I cant believe I have never thought to try doing this with this method.
This looks very easy and gives natural looking results.
Check it out!  I had to share! 

*Step 1 *
Select just around the glowing part of the eye with your round selection tool (marquee). 









*Step 2:* 
Go to Image: Adjustments: Hue/Saturation. 
Desaturate completely by moving the SATURATION slide all the way to the left. Then slide your LIGHTNESS almost all the way to the left. 









*Step 3:* 
Deselect the circle you were using. Now use your DODGE TOOL set on about 50% and keep the size of it pretty small to highlight a very small area of the eye. This gives back the little white glint and makes it look natural.


----------



## Lacey'sMuM (Jul 30, 2005)

I never thought of doing it that way! Thanks for posting that!


----------



## DesnBaby (Apr 18, 2004)

Even simpler is to:
1) Go into Paint Shop Pro 9 
2) Use the red eye removal tool at the top
3) Draw your circle
4) Adjust it to the right size w/ the arrow (to make it big or small on the dots)
5) You can also zoom in to see it better
6) Use the navigate tool to put it where you want it at
7) Use auto animal eye
8 ) Go to colour and change the eye if you want 
and 
9) Play w/ the settings


----------



## BoscosMum (Apr 29, 2004)

Des...I have PSP9 too...  
I think the red-eye removal tool in there is a pain in the *toot toot!!!
I will try it using the circular selection, I have always used the auto setting and it is completely annoying for me. I have a hard time getting the hang of it.

1 thing about Photo Shop though is that it does not have a red eye removal feature. My version doenst anyways. Not sure about the newer versions.


----------



## Scribbles (Mar 17, 2005)

The red eye removal tool on Picassa 2 is great and simple to use. PSPs and Photoshops is always a pain.

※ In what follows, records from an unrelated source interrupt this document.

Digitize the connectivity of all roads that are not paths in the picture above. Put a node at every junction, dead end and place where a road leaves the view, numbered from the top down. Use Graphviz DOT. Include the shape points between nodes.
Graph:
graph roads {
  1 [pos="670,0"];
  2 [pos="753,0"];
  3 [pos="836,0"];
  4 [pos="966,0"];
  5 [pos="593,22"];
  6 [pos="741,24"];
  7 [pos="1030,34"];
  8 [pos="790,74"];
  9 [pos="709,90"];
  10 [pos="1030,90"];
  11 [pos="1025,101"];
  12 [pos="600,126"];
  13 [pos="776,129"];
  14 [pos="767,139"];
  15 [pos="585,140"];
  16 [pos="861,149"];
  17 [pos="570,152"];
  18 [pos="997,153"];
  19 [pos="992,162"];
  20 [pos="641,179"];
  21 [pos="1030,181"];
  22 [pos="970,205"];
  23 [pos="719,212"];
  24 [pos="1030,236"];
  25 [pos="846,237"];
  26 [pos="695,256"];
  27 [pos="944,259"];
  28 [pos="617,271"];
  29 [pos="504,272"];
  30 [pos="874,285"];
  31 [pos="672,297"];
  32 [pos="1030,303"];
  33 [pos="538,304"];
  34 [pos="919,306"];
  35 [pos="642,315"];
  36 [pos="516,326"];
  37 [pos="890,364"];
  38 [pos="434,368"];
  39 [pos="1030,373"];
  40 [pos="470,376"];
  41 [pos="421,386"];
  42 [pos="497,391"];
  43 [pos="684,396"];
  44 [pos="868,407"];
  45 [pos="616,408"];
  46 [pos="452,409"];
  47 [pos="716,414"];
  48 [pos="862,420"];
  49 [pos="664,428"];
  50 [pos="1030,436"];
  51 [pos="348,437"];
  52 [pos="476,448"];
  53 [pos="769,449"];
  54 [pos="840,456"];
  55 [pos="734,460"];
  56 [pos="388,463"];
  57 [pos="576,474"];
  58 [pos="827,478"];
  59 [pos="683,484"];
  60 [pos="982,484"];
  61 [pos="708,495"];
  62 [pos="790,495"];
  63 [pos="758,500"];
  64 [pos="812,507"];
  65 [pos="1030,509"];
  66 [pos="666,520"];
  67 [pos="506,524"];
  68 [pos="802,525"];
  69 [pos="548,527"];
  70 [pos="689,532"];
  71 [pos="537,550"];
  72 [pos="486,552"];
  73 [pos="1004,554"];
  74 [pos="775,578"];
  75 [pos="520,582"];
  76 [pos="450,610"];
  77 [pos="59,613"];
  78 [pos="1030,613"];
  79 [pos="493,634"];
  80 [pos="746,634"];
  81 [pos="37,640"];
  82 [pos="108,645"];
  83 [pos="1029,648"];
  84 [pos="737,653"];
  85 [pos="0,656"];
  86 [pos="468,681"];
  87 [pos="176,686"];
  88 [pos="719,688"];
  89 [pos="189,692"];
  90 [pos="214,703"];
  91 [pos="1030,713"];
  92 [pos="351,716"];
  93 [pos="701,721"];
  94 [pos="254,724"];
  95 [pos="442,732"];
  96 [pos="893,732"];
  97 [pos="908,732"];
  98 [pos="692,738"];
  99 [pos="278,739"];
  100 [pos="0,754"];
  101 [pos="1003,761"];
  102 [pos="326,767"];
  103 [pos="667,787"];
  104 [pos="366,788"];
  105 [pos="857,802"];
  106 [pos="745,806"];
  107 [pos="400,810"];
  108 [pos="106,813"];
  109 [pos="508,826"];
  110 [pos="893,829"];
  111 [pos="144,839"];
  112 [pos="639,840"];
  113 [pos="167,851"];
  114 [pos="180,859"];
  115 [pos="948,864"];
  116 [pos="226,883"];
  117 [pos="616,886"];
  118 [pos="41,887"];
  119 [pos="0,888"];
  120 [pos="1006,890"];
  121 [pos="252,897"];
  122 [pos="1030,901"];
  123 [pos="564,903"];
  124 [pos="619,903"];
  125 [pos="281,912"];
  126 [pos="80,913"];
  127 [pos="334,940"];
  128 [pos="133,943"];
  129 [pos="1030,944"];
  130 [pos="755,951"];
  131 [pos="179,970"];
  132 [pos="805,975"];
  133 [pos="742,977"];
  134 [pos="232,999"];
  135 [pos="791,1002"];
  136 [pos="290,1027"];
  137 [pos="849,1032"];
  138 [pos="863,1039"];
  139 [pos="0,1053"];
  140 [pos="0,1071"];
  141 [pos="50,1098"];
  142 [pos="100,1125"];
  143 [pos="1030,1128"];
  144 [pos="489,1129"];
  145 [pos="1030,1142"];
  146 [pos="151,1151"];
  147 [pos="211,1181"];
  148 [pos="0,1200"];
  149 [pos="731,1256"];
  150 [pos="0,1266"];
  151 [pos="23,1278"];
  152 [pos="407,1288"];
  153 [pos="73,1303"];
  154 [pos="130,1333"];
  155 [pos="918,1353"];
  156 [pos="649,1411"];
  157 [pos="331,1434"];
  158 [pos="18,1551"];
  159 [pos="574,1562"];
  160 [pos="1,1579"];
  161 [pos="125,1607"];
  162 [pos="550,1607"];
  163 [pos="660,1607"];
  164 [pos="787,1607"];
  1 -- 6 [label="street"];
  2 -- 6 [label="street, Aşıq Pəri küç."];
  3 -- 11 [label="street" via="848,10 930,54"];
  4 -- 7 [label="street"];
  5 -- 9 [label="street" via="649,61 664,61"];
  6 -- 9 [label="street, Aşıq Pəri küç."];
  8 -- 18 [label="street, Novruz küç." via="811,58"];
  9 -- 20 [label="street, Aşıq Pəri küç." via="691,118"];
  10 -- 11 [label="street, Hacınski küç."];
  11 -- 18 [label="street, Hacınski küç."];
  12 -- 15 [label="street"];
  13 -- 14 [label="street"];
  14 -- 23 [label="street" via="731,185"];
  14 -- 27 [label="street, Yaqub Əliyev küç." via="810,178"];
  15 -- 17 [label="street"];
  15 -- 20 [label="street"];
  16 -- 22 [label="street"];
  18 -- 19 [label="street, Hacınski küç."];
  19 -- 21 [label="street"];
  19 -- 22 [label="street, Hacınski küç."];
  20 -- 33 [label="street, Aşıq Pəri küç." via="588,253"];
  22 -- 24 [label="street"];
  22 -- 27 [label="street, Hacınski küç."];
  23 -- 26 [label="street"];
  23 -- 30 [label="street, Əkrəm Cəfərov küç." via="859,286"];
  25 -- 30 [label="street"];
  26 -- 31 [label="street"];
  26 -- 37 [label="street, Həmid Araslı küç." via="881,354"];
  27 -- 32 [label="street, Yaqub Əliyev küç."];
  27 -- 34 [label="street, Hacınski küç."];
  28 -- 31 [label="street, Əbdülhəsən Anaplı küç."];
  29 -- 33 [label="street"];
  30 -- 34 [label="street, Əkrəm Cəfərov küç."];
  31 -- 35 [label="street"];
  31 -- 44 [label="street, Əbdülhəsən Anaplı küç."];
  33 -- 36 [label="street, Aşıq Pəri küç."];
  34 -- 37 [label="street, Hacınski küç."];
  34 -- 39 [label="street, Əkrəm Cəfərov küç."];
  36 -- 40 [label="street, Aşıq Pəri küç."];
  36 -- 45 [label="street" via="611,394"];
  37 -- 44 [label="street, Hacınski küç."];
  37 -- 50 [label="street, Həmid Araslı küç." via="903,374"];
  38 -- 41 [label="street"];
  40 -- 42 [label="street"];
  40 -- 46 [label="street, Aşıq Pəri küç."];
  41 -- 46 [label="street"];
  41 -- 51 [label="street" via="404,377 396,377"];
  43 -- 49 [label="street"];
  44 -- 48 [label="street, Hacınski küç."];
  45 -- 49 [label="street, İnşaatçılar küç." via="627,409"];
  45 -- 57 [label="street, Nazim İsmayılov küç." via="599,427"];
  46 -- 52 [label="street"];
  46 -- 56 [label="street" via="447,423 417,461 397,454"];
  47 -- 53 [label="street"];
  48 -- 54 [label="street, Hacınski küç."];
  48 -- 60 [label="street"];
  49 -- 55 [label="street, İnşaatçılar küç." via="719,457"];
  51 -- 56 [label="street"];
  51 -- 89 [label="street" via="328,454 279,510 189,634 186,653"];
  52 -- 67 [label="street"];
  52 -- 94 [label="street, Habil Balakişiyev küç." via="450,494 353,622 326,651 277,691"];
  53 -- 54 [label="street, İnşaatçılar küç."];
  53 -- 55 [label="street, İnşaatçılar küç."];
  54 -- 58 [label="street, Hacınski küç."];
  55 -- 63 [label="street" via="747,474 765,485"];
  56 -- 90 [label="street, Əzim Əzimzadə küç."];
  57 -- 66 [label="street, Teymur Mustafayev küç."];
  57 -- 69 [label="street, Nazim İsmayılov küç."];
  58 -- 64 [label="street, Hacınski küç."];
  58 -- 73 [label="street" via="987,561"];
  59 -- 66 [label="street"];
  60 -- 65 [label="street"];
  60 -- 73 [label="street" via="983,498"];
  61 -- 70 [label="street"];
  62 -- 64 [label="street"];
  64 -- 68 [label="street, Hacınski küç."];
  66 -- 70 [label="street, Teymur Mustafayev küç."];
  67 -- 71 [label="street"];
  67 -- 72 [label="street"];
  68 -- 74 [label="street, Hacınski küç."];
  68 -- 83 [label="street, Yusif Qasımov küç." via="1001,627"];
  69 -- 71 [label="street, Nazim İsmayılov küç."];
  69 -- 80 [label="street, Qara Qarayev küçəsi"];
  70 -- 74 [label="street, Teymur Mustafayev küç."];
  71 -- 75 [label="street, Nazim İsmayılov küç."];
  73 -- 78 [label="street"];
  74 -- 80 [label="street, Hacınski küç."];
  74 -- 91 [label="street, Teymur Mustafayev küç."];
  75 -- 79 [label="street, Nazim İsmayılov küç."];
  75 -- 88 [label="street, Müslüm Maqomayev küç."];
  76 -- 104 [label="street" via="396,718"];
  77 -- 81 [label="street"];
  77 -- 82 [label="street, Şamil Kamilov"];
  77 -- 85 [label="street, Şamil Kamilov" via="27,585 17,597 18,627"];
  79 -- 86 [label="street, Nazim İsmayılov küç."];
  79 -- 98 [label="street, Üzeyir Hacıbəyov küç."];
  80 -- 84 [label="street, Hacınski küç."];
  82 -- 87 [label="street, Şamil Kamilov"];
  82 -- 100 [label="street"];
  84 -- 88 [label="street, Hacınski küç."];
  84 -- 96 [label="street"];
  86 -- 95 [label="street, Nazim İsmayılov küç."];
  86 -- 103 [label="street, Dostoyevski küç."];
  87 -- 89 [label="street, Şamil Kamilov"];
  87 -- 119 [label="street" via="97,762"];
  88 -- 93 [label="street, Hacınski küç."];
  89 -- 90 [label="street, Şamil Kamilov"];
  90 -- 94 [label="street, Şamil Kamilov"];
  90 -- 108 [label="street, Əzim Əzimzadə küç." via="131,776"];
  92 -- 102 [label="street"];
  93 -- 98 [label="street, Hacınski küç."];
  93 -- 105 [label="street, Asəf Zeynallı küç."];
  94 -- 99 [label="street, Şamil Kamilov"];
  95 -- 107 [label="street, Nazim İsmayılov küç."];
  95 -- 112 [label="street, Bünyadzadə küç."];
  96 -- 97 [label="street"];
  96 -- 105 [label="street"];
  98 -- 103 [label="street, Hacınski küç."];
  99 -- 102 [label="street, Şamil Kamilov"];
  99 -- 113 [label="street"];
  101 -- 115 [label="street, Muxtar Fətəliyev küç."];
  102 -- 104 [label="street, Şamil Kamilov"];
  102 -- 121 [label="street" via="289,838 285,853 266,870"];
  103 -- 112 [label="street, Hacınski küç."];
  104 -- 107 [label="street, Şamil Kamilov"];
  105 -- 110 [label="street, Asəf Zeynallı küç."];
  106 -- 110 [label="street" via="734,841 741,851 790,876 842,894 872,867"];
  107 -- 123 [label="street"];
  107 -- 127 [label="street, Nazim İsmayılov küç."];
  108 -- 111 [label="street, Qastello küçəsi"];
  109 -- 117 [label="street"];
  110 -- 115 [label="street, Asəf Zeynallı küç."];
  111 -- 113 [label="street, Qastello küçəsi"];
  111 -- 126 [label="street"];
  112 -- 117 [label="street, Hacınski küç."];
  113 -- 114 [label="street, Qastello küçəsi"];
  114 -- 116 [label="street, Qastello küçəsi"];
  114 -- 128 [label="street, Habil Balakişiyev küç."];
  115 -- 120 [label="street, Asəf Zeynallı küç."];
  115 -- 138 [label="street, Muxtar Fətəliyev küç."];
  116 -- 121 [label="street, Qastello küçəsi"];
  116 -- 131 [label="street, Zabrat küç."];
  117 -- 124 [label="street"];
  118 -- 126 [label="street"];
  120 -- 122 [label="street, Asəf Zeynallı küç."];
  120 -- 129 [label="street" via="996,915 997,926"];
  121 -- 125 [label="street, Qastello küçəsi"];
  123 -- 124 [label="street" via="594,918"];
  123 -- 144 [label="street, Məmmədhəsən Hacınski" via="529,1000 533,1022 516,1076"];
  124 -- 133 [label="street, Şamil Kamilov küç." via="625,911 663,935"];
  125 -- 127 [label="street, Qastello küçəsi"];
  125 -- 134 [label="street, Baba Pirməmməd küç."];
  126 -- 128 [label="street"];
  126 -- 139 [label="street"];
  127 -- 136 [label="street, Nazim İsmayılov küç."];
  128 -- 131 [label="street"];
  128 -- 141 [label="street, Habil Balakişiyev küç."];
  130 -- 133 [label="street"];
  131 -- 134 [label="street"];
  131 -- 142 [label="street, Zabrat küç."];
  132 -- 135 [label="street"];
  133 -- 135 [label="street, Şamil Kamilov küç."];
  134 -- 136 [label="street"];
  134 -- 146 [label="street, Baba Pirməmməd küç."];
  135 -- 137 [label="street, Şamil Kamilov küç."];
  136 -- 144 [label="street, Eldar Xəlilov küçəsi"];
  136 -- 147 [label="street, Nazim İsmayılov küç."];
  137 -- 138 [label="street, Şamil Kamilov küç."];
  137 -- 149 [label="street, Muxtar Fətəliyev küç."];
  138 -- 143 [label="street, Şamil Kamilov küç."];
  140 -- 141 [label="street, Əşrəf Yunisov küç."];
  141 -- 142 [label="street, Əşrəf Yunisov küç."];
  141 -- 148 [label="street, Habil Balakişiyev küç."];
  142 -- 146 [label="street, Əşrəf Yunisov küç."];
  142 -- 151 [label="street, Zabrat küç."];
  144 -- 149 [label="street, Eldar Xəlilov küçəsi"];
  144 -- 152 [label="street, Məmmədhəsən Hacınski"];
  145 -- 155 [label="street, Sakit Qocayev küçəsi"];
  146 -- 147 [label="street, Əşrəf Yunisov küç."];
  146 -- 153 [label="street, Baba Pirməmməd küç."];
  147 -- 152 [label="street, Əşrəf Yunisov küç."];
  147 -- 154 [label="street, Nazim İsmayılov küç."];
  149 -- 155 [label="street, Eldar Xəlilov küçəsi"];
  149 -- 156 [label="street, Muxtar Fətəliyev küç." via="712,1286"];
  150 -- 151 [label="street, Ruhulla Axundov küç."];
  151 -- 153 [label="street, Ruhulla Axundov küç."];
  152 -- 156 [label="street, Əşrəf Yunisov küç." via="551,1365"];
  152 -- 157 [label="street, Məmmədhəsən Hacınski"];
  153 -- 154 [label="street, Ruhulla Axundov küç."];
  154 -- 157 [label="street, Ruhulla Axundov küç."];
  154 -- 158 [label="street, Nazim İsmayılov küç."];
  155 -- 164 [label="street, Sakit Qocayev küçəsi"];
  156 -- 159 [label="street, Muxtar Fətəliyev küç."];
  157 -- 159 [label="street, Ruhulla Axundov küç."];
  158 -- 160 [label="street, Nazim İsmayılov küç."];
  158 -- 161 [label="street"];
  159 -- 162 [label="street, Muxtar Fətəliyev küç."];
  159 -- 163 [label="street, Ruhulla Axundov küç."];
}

Picass2 is a free photo organiser/ editor from google. If you want to look its just HERE I'd recomend it

Dx


----------



## BoscosMum (Apr 29, 2004)

Scribbles....you should pass that link over to Jeanie.
She was looking for an easy way to do red-eye.


----------



## Jeanie (Jun 18, 2003)

Guess what? He and Eva already did! What do they say about great minds thinking alike?


----------